··· Provided data ···
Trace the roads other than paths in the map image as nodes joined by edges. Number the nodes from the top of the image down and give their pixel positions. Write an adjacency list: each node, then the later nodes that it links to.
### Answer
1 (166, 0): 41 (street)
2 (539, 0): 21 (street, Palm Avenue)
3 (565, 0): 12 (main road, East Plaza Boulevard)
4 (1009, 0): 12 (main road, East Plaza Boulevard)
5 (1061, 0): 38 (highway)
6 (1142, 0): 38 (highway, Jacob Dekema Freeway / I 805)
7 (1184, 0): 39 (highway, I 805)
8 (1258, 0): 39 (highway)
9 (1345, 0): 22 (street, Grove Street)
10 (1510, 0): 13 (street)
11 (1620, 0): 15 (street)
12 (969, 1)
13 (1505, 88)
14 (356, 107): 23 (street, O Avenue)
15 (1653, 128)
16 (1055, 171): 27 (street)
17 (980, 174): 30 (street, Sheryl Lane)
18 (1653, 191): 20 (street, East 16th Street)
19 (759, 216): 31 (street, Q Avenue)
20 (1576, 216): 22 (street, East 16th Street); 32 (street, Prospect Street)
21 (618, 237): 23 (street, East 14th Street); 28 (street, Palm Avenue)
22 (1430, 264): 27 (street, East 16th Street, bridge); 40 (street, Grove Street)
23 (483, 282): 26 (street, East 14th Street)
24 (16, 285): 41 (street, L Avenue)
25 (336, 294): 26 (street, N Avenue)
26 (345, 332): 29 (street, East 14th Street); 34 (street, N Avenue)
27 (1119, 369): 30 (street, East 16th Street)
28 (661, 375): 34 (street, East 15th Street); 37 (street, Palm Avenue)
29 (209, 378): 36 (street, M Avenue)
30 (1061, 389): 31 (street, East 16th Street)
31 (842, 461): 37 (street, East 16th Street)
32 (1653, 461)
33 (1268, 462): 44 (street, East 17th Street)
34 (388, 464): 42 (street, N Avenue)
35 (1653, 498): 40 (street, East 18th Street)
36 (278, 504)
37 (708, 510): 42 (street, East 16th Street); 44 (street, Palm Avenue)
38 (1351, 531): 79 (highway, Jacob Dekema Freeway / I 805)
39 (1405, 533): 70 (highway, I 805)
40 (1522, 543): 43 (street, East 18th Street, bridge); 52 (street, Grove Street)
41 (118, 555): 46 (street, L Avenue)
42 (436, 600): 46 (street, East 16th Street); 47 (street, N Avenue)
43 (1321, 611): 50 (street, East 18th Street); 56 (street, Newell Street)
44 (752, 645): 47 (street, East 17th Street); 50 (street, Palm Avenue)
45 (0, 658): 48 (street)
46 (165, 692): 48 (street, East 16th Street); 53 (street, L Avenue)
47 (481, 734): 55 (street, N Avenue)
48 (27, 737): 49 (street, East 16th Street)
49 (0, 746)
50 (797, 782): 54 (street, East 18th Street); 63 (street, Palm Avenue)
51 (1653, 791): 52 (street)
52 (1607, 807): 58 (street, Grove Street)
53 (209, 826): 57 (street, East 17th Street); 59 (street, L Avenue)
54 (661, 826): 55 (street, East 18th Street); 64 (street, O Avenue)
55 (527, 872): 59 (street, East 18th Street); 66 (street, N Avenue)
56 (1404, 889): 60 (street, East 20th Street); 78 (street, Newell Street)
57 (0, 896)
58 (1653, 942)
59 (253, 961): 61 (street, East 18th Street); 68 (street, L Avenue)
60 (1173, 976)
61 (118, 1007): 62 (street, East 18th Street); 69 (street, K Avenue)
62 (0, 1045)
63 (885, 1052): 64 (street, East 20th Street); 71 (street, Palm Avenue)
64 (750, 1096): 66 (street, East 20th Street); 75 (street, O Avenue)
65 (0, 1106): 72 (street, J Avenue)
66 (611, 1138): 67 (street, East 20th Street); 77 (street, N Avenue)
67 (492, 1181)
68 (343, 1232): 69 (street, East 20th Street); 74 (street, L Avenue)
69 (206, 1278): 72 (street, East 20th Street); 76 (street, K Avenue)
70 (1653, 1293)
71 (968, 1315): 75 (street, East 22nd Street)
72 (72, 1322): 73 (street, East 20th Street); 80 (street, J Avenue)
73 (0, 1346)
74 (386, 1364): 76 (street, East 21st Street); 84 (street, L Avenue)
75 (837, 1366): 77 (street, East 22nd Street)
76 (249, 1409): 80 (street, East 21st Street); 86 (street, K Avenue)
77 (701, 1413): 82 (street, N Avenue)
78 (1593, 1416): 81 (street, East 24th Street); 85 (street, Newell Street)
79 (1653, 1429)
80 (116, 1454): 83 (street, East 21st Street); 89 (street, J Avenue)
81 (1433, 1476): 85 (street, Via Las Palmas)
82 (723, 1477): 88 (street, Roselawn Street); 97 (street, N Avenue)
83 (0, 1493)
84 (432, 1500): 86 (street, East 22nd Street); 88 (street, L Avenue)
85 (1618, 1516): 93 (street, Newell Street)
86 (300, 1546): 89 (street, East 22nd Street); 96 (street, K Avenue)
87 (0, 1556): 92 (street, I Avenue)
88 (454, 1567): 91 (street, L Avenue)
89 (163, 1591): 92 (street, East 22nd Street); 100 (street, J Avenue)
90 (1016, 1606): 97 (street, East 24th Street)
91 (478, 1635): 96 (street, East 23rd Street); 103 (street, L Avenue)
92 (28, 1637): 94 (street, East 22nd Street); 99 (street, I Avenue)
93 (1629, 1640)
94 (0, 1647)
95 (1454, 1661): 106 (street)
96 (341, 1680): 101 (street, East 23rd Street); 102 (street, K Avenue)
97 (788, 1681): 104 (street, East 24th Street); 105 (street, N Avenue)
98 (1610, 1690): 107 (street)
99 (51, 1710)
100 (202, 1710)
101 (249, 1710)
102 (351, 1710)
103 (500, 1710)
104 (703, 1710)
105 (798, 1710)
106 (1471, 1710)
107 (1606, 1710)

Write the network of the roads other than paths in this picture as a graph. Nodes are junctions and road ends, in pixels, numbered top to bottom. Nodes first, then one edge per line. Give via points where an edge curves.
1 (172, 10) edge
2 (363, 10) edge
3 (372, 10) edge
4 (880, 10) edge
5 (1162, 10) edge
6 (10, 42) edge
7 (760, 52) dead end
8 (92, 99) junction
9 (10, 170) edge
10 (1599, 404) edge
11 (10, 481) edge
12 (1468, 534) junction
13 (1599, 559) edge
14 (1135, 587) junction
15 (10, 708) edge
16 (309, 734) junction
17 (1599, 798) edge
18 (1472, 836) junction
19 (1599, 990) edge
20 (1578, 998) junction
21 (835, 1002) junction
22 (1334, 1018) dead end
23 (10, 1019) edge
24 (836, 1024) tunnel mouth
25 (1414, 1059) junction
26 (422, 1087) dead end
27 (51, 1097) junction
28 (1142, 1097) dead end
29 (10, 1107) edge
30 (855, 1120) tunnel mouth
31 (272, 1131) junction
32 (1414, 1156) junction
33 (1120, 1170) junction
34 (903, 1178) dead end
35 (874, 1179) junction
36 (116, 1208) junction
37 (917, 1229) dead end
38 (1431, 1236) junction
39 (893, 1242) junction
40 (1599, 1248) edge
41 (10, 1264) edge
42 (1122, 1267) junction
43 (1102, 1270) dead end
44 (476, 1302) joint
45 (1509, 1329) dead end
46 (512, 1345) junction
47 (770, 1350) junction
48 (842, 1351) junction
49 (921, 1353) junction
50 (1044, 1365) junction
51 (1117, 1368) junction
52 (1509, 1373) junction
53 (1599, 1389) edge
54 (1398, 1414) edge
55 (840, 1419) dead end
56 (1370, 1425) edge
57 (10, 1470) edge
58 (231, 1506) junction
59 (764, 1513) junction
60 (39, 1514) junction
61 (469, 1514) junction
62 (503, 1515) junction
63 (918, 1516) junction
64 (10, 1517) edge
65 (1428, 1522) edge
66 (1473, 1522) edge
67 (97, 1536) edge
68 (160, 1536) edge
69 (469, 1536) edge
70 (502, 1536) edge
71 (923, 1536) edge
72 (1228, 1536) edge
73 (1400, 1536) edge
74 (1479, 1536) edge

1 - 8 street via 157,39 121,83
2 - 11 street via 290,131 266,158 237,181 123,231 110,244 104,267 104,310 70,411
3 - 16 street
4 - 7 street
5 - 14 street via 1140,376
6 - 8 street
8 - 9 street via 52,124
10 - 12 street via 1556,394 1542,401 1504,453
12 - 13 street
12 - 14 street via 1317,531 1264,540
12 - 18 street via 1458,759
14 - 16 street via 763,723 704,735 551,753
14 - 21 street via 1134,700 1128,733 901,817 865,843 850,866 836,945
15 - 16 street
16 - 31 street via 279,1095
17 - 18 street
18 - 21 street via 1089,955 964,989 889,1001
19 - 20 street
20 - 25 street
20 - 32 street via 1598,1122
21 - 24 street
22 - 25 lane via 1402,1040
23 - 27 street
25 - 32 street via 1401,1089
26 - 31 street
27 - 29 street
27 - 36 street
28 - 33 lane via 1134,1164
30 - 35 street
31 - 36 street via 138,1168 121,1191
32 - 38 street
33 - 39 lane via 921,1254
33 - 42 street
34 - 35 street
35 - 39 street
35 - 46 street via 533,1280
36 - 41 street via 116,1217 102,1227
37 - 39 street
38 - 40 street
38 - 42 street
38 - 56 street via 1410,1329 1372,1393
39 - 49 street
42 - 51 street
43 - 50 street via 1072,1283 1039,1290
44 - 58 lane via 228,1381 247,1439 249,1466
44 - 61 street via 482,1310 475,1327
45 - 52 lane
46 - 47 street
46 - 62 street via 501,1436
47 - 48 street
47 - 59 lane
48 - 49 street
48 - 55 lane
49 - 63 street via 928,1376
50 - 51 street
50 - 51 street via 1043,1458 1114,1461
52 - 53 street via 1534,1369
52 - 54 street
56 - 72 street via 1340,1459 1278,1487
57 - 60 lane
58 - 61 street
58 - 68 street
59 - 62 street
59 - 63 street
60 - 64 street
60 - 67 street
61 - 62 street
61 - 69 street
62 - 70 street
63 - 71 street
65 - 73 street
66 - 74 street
···
### Exercise aim
Pick out and copy the lines of the entries that hold the string "paths".

### Response
Trace the roads other than paths in the map image as nodes joined by edges. Number the nodes from the top of the image down and give their pixel positions. Write an adjacency list: each node, then the later nodes that it links to.
Write the network of the roads other than paths in this picture as a graph. Nodes are junctions and road ends, in pixels, numbered top to bottom. Nodes first, then one edge per line. Give via points where an edge curves.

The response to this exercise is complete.